═══ Extracted entries ═══

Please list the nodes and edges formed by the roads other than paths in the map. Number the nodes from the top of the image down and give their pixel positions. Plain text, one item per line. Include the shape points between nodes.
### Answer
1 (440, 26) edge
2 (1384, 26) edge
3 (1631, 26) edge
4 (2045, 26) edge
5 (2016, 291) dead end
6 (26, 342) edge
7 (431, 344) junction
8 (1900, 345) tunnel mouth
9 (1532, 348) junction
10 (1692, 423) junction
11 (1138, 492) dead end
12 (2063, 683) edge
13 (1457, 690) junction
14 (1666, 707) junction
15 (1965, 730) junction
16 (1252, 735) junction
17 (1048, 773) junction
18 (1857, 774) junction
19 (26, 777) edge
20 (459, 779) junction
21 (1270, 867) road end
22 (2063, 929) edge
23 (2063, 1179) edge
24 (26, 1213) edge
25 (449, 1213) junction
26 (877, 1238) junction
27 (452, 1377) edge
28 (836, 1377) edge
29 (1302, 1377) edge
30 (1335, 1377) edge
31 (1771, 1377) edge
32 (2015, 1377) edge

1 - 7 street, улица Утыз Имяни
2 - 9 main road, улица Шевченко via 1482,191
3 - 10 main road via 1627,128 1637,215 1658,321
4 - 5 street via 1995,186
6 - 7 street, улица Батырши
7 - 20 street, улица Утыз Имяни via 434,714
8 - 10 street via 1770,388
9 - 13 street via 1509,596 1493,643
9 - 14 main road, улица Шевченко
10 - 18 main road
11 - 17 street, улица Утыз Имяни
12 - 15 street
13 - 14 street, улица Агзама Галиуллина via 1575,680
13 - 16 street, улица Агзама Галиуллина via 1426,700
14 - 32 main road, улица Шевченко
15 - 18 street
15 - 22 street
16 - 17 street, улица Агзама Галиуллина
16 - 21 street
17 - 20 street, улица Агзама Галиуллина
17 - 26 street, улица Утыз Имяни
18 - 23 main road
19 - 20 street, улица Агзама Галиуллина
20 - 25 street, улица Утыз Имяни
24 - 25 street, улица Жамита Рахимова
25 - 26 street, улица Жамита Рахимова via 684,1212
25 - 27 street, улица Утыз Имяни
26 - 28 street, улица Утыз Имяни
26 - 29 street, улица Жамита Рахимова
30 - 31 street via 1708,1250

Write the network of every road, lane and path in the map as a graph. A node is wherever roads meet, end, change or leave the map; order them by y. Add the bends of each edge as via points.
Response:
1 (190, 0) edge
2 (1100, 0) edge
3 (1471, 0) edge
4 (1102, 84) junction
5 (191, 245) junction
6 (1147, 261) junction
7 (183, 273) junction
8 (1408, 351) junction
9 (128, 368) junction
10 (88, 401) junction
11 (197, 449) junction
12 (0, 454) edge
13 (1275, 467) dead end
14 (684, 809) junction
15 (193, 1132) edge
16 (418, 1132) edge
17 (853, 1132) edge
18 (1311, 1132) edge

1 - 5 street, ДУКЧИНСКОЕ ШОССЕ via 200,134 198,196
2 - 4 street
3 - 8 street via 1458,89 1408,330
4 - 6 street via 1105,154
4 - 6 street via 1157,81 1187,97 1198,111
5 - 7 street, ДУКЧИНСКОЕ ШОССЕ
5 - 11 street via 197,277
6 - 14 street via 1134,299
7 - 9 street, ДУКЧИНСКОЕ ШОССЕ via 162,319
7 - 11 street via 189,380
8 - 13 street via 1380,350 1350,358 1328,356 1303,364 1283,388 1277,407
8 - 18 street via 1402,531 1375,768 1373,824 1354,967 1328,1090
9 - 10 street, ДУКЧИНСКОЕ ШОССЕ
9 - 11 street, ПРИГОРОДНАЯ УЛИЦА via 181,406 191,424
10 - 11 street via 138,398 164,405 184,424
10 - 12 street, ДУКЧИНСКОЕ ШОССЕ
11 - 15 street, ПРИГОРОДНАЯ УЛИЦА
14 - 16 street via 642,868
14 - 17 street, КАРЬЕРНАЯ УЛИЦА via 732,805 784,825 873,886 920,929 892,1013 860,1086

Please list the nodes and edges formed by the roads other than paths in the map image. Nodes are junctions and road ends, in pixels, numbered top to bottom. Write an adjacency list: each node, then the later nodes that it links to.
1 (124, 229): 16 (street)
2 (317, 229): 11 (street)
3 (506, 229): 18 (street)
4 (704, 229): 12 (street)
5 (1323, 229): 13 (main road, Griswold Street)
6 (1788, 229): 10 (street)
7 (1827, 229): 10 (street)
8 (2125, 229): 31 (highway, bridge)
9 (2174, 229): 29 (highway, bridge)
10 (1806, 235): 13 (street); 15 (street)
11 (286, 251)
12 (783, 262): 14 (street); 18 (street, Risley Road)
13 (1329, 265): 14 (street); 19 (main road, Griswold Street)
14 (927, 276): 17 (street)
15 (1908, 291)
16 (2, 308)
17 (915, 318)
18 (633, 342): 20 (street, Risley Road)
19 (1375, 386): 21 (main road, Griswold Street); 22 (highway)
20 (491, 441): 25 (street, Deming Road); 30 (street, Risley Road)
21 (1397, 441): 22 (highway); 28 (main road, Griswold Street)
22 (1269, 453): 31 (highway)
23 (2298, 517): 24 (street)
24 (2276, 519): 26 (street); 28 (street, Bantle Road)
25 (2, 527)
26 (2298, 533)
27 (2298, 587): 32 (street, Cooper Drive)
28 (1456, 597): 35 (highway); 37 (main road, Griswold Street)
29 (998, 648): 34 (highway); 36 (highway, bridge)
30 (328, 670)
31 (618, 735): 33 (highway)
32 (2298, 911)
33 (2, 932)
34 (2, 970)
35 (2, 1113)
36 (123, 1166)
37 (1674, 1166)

═══

● **Task to carry out**
Repeat the entries above exactly, from the first line through the line containing "Write the network".

● **Result below**
Please list the nodes and edges formed by the roads other than paths in the map. Number the nodes from the top of the image down and give their pixel positions. Plain text, one item per line. Include the shape points between nodes.
### Answer
1 (440, 26) edge
2 (1384, 26) edge
3 (1631, 26) edge
4 (2045, 26) edge
5 (2016, 291) dead end
6 (26, 342) edge
7 (431, 344) junction
8 (1900, 345) tunnel mouth
9 (1532, 348) junction
10 (1692, 423) junction
11 (1138, 492) dead end
12 (2063, 683) edge
13 (1457, 690) junction
14 (1666, 707) junction
15 (1965, 730) junction
16 (1252, 735) junction
17 (1048, 773) junction
18 (1857, 774) junction
19 (26, 777) edge
20 (459, 779) junction
21 (1270, 867) road end
22 (2063, 929) edge
23 (2063, 1179) edge
24 (26, 1213) edge
25 (449, 1213) junction
26 (877, 1238) junction
27 (452, 1377) edge
28 (836, 1377) edge
29 (1302, 1377) edge
30 (1335, 1377) edge
31 (1771, 1377) edge
32 (2015, 1377) edge

1 - 7 street, улица Утыз Имяни
2 - 9 main road, улица Шевченко via 1482,191
3 - 10 main road via 1627,128 1637,215 1658,321
4 - 5 street via 1995,186
6 - 7 street, улица Батырши
7 - 20 street, улица Утыз Имяни via 434,714
8 - 10 street via 1770,388
9 - 13 street via 1509,596 1493,643
9 - 14 main road, улица Шевченко
10 - 18 main road
11 - 17 street, улица Утыз Имяни
12 - 15 street
13 - 14 street, улица Агзама Галиуллина via 1575,680
13 - 16 street, улица Агзама Галиуллина via 1426,700
14 - 32 main road, улица Шевченко
15 - 18 street
15 - 22 street
16 - 17 street, улица Агзама Галиуллина
16 - 21 street
17 - 20 street, улица Агзама Галиуллина
17 - 26 street, улица Утыз Имяни
18 - 23 main road
19 - 20 street, улица Агзама Галиуллина
20 - 25 street, улица Утыз Имяни
24 - 25 street, улица Жамита Рахимова
25 - 26 street, улица Жамита Рахимова via 684,1212
25 - 27 street, улица Утыз Имяни
26 - 28 street, улица Утыз Имяни
26 - 29 street, улица Жамита Рахимова
30 - 31 street via 1708,1250

Write the network of every road, lane and path in the map as a graph. A node is wherever roads meet, end, change or leave the map; order them by y. Add the bends of each edge as via points.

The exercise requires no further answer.